HKUST-Shenzhen Research Institute, Hi-Tech Park, Nanshan, Shenzhen 518057, China.
Department of Statistics, The Chinese University of Hong Kong, Shatin, New Territories, Hong Kong.
J Chem Phys. 2018 Aug 21;149(7):072337. doi: 10.1063/1.5027001.
Markov State Model (MSM) has become a popular approach to study the conformational dynamics of complex biological systems in recent years. Built upon a large number of short molecular dynamics simulation trajectories, MSM is able to predict the long time scale dynamics of complex systems. However, to achieve Markovianity, an MSM often contains hundreds or thousands of states (microstates), hindering human interpretation of the underlying system mechanism. One way to reduce the number of states is to lump kinetically similar states together and thus coarse-grain the microstates into macrostates. In this work, we introduce a probabilistic lumping algorithm, the Gibbs lumping algorithm, to assign a probability to any given kinetic lumping using the Bayesian inference. In our algorithm, the transitions among kinetically distinct macrostates are modeled by Poisson processes, which will well reflect the separation of time scales in the underlying free energy landscape of biomolecules. Furthermore, to facilitate the search for the optimal kinetic lumping (i.e., the lumped model with the highest probability), a Gibbs sampling algorithm is introduced. To demonstrate the power of our new method, we apply it to three systems: a 2D potential, alanine dipeptide, and a WW protein domain. In comparison with six other popular lumping algorithms, we show that our method can persistently produce the lumped macrostate model with the highest probability as well as the largest metastability. We anticipate that our Gibbs lumping algorithm holds great promise to be widely applied to investigate conformational changes in biological macromolecules.
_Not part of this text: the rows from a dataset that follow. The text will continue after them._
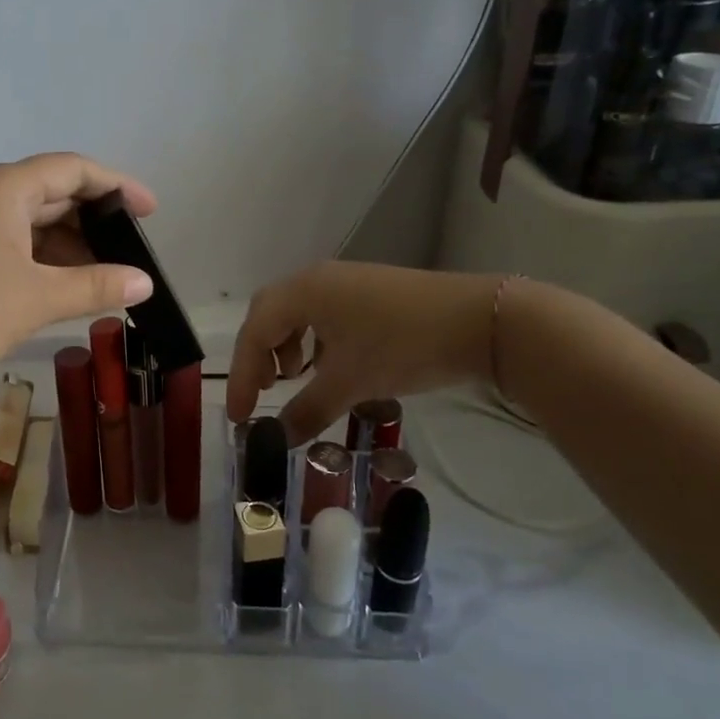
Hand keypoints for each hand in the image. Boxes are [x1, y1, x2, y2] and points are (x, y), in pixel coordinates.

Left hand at [0, 153, 156, 402]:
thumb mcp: (36, 299)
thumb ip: (95, 285)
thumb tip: (145, 283)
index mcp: (1, 187)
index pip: (72, 169)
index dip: (117, 185)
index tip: (150, 210)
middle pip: (51, 192)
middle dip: (94, 219)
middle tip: (132, 250)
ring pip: (29, 222)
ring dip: (68, 244)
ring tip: (105, 275)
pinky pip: (9, 243)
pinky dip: (41, 260)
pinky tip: (62, 286)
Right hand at [226, 262, 499, 444]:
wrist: (478, 321)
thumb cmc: (402, 346)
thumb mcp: (350, 383)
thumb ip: (307, 411)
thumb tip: (277, 439)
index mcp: (302, 292)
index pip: (254, 333)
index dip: (241, 376)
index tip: (240, 417)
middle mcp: (316, 279)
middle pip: (269, 314)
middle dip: (258, 355)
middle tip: (261, 392)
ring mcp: (344, 281)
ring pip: (296, 312)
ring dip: (285, 345)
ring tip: (293, 378)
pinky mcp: (367, 290)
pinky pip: (322, 313)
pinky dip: (312, 340)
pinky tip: (329, 366)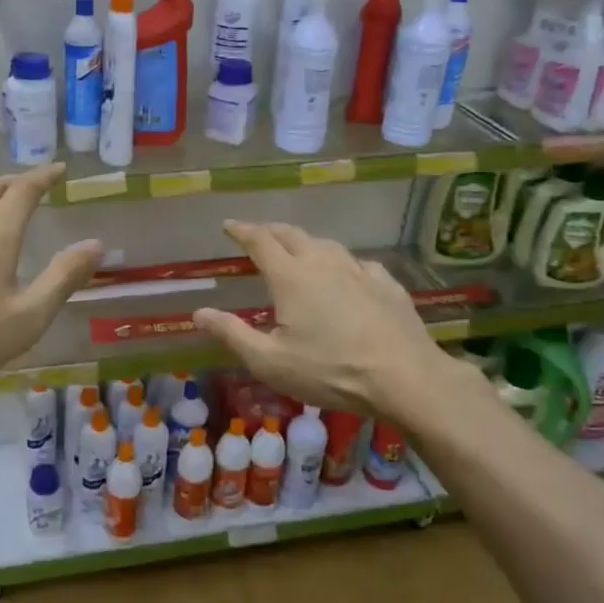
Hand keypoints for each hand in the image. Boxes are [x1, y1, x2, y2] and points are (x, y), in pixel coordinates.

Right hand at [193, 221, 473, 419]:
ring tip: (298, 250)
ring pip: (326, 244)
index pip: (259, 241)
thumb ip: (231, 333)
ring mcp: (359, 270)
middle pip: (292, 234)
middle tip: (257, 233)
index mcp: (290, 276)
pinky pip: (357, 263)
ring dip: (306, 243)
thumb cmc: (330, 371)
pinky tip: (347, 275)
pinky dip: (341, 263)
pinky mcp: (387, 284)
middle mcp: (323, 262)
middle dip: (270, 230)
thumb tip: (198, 312)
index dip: (241, 230)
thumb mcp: (270, 361)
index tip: (228, 225)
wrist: (405, 377)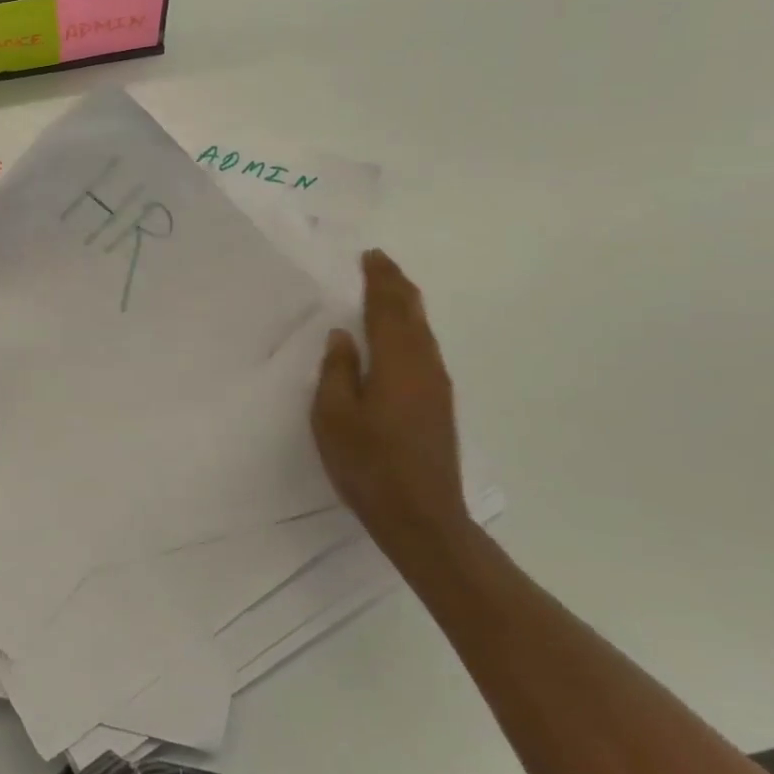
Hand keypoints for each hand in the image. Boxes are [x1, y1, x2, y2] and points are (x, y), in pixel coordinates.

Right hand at [311, 250, 468, 558]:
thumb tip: (342, 336)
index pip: (387, 308)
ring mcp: (437, 386)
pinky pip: (425, 349)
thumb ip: (336, 371)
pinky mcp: (440, 405)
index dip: (379, 280)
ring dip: (406, 306)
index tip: (370, 256)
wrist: (423, 517)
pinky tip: (402, 338)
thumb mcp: (334, 417)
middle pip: (412, 313)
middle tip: (380, 263)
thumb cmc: (369, 464)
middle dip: (396, 286)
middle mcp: (423, 366)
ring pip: (423, 331)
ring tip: (390, 291)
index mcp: (395, 362)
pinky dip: (411, 330)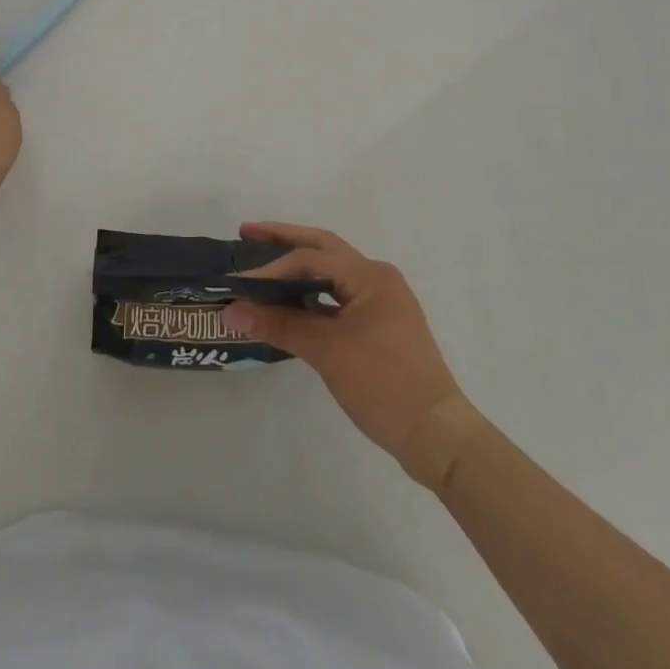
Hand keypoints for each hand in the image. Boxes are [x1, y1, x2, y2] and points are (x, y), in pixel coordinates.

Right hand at [222, 222, 462, 459]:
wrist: (437, 436)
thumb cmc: (384, 384)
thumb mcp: (327, 352)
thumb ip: (279, 325)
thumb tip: (232, 312)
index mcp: (370, 275)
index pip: (311, 259)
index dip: (272, 268)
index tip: (239, 282)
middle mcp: (378, 278)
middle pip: (323, 248)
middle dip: (285, 240)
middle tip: (247, 232)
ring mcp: (382, 301)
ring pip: (332, 272)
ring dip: (299, 266)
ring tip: (264, 263)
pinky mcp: (381, 324)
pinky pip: (339, 296)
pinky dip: (312, 294)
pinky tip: (290, 303)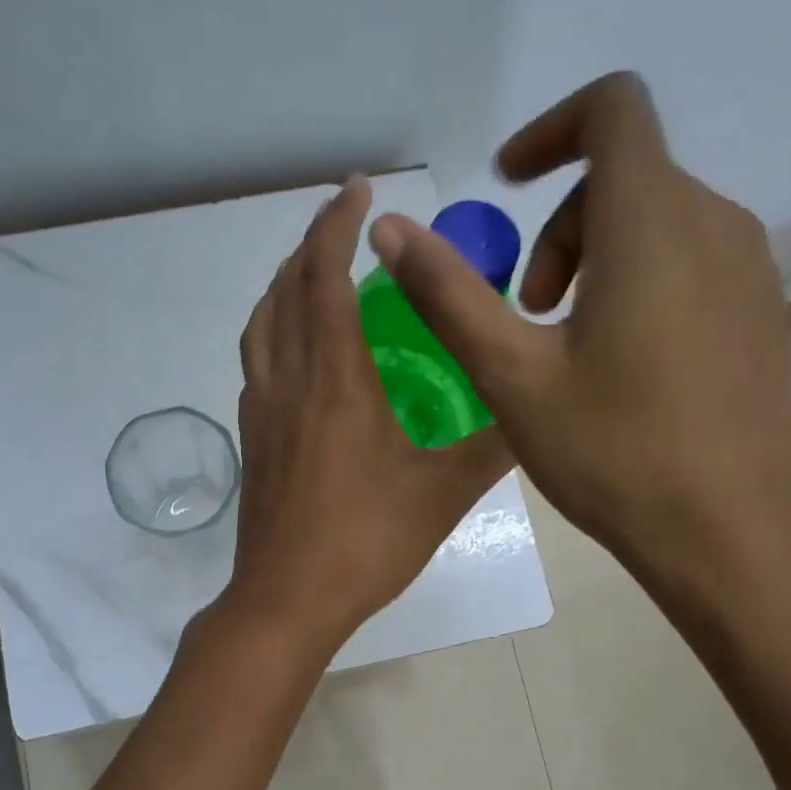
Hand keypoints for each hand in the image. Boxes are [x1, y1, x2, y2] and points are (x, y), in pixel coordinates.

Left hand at [220, 177, 512, 651]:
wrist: (286, 599)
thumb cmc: (365, 542)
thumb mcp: (443, 494)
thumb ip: (494, 447)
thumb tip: (538, 412)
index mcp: (334, 379)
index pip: (323, 276)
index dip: (336, 224)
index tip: (358, 190)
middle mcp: (288, 381)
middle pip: (284, 290)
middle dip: (310, 245)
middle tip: (344, 227)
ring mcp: (260, 411)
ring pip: (261, 325)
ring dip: (284, 286)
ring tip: (315, 276)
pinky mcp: (252, 441)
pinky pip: (257, 363)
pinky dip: (274, 332)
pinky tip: (300, 354)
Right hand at [366, 72, 790, 600]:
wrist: (731, 531)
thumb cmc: (614, 452)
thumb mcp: (512, 375)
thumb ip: (449, 294)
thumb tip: (389, 229)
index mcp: (652, 223)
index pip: (613, 108)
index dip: (550, 130)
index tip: (505, 186)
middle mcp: (715, 223)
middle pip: (625, 175)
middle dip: (558, 228)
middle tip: (526, 313)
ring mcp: (750, 269)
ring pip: (658, 219)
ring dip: (595, 257)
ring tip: (566, 347)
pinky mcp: (762, 311)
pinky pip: (691, 260)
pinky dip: (639, 281)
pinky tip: (621, 367)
马尔可夫状态模型(MSM)近年来已成为研究复杂生物系统构象动力学的一种流行方法。基于大量短分子动力学模拟轨迹,MSM 能够预测复杂系统的长时间尺度动力学。然而,为了实现马尔可夫性,MSM 通常包含数百或数千个状态(微观状态),这阻碍了人们对基础系统机制的理解。减少状态数量的一种方法是将动力学相似的状态组合在一起,从而将微观状态粗粒化为宏观状态。在这项工作中,我们引入了一种概率聚类算法,即吉布斯聚类算法,使用贝叶斯推断为任何给定的动力学聚类分配概率。在我们的算法中,动力学不同的宏观状态之间的转换由泊松过程建模,这将很好地反映生物分子基础自由能景观中时间尺度的分离。此外,为了方便寻找最佳动力学聚类(即具有最高概率的聚类模型),引入了吉布斯抽样算法。为了展示我们新方法的威力,我们将其应用于三个系统:二维势、丙氨酸二肽和 WW 蛋白结构域。与其他六种流行的聚类算法相比,我们表明我们的方法可以持续产生具有最高概率和最大亚稳性的聚类宏观状态模型。我们预计我们的吉布斯聚类算法将有很大的应用前景,可以广泛应用于研究生物大分子的构象变化。